» What the task asks: Copy all of the data below exactly as it is given.
***** Task data *****
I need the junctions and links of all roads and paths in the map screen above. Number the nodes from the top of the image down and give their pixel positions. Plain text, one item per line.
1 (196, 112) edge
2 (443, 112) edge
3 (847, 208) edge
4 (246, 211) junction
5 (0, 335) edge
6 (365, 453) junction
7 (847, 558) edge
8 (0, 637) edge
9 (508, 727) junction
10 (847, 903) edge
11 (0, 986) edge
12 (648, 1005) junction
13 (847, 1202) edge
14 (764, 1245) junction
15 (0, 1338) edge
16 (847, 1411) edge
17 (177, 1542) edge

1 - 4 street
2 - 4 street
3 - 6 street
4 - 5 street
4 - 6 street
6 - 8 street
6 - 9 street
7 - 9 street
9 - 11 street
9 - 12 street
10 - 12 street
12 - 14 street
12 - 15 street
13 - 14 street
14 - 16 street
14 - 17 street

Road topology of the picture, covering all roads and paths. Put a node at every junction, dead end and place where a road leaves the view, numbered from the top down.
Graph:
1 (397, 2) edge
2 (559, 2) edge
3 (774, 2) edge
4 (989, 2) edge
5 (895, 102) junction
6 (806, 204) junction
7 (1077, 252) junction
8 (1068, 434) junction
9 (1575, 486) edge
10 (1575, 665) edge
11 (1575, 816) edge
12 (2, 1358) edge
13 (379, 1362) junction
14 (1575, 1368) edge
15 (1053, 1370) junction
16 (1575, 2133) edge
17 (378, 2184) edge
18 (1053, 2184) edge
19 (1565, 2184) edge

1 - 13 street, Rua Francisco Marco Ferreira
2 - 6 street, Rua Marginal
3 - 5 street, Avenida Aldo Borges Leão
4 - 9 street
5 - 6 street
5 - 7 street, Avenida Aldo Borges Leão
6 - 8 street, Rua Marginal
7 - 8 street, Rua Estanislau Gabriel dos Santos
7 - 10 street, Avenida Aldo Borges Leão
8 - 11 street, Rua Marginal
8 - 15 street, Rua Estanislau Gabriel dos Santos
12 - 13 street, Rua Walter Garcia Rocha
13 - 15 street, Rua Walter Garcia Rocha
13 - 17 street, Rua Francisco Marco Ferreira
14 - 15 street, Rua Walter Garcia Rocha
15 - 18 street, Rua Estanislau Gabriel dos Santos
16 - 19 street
*****
» Solution:
I need the junctions and links of all roads and paths in the map screen above. Number the nodes from the top of the image down and give their pixel positions. Plain text, one item per line.
1 (196, 112) edge
2 (443, 112) edge
3 (847, 208) edge
4 (246, 211) junction
5 (0, 335) edge
6 (365, 453) junction
7 (847, 558) edge
8 (0, 637) edge
9 (508, 727) junction
10 (847, 903) edge
11 (0, 986) edge
12 (648, 1005) junction
13 (847, 1202) edge
14 (764, 1245) junction
15 (0, 1338) edge
16 (847, 1411) edge
17 (177, 1542) edge

1 - 4 street
2 - 4 street
3 - 6 street
4 - 5 street
4 - 6 street
6 - 8 street
6 - 9 street
7 - 9 street
9 - 11 street
9 - 12 street
10 - 12 street
12 - 14 street
12 - 15 street
13 - 14 street
14 - 16 street
14 - 17 street

Road topology of the picture, covering all roads and paths. Put a node at every junction, dead end and place where a road leaves the view, numbered from the top down.
Graph:
1 (397, 2) edge
2 (559, 2) edge
3 (774, 2) edge
4 (989, 2) edge
5 (895, 102) junction
6 (806, 204) junction
7 (1077, 252) junction
8 (1068, 434) junction
9 (1575, 486) edge
10 (1575, 665) edge
11 (1575, 816) edge
12 (2, 1358) edge
13 (379, 1362) junction
14 (1575, 1368) edge
15 (1053, 1370) junction
16 (1575, 2133) edge
17 (378, 2184) edge
18 (1053, 2184) edge
19 (1565, 2184) edge

1 - 13 street, Rua Francisco Marco Ferreira
2 - 6 street, Rua Marginal
3 - 5 street, Avenida Aldo Borges Leão
4 - 9 street
5 - 6 street
5 - 7 street, Avenida Aldo Borges Leão
6 - 8 street, Rua Marginal
7 - 8 street, Rua Estanislau Gabriel dos Santos
7 - 10 street, Avenida Aldo Borges Leão
8 - 11 street, Rua Marginal
8 - 15 street, Rua Estanislau Gabriel dos Santos
12 - 13 street, Rua Walter Garcia Rocha
13 - 15 street, Rua Walter Garcia Rocha
13 - 17 street, Rua Francisco Marco Ferreira
14 - 15 street, Rua Walter Garcia Rocha
15 - 18 street, Rua Estanislau Gabriel dos Santos
16 - 19 street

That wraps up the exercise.